Case Law Details
PCIT Vs Hybrid Financial Services Ltd (Bombay High Court)
Under Section 36(1)(vii) of the Act, the amount of any bad debt or any part thereof which is written off as irrecoverable in the accounts of the assessee for the previous year is to be allowed as deduction in computing income under Section 28 of the Act.
It is a settled position in law that after 01.04.1989, it is not necessary for the assessee to establish or prove that the debt has in fact become irrecoverable but it would be sufficient if the bad debt is written off as irrecoverable in the accounts of the assessee. This is because, as held by this Court, decision to treat a debt as a bad debt is a commercial or business decision of the assessee. Recording of a debt as a bad debt in his books of accounts by the assessee prima facie establishes that it is a bad debt. If the Assessing Officer disputes that the onus would be on him to prove otherwise.

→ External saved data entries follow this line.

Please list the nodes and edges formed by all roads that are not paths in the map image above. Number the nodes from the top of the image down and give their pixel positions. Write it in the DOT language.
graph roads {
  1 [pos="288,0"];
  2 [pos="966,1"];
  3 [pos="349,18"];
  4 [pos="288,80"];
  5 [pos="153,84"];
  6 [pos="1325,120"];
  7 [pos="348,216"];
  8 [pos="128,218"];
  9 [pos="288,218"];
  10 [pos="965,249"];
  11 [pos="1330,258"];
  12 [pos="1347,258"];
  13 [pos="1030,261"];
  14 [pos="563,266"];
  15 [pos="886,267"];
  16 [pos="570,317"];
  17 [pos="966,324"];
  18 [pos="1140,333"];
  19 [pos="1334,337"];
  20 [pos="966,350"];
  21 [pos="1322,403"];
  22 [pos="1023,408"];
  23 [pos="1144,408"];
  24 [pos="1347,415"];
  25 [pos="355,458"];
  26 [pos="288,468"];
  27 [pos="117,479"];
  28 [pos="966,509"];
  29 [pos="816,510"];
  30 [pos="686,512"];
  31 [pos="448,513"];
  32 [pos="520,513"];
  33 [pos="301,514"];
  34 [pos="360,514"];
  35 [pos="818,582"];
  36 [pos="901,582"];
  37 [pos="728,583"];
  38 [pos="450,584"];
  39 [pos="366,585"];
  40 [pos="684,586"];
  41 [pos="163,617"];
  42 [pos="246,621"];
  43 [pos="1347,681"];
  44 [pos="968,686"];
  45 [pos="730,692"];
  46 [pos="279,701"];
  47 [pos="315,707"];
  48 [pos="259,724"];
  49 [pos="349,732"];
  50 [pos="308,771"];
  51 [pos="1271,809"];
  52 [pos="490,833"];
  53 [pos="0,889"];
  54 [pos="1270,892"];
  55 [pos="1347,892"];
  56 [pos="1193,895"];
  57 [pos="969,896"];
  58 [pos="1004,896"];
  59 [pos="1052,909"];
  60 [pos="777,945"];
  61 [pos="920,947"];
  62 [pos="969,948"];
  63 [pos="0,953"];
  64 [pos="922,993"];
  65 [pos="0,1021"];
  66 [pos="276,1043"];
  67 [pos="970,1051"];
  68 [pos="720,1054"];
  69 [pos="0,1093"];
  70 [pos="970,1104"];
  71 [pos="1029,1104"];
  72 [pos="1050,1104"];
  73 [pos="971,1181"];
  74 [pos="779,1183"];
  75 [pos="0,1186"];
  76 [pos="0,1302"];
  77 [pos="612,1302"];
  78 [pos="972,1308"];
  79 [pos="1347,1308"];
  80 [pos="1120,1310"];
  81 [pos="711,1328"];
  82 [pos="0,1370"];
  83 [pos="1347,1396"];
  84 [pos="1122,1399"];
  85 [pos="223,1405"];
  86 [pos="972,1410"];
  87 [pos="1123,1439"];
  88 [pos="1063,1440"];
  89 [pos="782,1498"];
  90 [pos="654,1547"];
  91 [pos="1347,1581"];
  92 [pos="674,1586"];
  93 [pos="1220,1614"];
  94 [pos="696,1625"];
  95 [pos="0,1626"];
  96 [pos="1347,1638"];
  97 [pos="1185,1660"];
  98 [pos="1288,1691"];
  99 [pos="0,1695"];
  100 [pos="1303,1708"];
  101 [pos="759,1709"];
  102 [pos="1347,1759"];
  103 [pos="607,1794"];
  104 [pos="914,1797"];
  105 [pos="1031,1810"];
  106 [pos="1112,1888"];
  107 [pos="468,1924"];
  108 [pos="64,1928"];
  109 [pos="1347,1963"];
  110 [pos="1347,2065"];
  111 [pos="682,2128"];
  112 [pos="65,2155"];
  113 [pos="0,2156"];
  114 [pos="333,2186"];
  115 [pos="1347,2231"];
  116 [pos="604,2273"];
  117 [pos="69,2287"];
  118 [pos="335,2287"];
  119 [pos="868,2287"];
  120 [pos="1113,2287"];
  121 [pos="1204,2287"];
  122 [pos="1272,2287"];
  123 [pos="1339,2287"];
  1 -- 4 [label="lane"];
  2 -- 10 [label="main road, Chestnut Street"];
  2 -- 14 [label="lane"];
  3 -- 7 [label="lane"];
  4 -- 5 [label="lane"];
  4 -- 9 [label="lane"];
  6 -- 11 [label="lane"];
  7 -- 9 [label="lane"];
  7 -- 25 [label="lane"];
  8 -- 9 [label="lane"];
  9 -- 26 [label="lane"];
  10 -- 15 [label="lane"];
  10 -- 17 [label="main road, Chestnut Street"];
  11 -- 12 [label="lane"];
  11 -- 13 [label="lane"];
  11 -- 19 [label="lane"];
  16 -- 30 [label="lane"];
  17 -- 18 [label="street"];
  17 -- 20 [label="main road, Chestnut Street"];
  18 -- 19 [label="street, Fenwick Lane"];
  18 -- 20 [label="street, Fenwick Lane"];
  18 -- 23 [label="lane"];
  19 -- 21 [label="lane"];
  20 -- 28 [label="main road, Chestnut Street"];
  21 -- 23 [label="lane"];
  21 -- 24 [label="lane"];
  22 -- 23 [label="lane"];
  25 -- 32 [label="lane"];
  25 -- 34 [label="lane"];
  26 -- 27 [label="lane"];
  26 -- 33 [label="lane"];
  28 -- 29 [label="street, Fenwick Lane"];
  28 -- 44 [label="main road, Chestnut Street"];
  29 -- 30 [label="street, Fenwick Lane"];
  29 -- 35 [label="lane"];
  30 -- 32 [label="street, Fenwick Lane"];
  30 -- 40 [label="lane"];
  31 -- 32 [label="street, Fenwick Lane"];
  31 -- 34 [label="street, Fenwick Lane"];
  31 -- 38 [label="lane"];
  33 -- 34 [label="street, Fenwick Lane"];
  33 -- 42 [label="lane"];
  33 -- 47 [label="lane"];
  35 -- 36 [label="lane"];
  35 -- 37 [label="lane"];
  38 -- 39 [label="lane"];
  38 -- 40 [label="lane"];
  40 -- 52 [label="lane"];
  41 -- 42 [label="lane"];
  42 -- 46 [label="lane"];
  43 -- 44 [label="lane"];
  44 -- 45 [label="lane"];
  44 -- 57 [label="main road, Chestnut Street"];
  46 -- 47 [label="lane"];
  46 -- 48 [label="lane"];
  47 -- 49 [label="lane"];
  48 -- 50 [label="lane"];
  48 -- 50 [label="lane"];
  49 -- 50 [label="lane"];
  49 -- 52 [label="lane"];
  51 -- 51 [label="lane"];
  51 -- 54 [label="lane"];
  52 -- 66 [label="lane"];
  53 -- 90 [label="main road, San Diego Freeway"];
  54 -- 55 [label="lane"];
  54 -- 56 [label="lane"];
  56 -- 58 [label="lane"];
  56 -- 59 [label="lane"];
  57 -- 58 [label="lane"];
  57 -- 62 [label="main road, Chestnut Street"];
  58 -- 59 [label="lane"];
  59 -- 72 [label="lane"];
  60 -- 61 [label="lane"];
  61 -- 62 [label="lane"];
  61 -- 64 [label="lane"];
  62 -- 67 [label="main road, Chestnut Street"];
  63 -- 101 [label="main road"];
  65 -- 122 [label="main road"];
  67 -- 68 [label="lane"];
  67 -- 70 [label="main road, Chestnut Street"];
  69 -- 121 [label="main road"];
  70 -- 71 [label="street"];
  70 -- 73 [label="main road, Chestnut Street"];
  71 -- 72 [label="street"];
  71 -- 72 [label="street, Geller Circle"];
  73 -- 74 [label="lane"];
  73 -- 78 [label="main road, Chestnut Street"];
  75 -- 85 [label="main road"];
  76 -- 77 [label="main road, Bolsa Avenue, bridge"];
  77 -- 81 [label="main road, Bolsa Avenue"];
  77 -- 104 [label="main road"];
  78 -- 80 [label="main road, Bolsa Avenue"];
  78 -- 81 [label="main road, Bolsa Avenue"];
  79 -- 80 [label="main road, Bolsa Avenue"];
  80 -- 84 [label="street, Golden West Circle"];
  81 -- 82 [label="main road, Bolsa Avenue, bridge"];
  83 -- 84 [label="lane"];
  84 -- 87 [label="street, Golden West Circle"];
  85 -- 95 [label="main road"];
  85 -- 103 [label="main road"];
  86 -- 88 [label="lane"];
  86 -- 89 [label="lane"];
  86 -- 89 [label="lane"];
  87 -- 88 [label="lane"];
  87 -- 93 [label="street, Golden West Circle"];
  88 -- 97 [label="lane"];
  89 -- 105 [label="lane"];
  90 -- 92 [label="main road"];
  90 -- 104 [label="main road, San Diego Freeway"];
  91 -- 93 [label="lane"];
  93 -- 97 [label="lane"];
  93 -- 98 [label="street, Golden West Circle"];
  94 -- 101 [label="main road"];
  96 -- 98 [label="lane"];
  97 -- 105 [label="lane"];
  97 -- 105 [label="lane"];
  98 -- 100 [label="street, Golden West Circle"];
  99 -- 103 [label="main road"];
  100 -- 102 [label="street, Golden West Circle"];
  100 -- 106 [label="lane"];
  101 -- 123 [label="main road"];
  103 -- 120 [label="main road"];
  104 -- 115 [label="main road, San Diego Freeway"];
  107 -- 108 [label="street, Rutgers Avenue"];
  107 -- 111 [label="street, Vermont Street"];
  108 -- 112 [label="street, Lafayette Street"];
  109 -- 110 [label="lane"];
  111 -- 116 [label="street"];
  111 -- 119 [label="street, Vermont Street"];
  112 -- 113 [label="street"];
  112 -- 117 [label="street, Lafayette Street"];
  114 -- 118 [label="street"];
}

If that be the position, then there is compliance to the requirement of Section 36(1)(vii) of the Act and the amount covered by the bad debts would be entitled to be deducted vide computing income under Section 28 of the Further, it is not necessary, rather there is no requirement under the Act that the bad debt has to accrue out of income under the same head i.e ‘income from business or profession’ to be eligible for deduction. This is not a requirement of law. All that is required is that the debt in question must be written off by the assessee in its books of accounts as irrecoverable.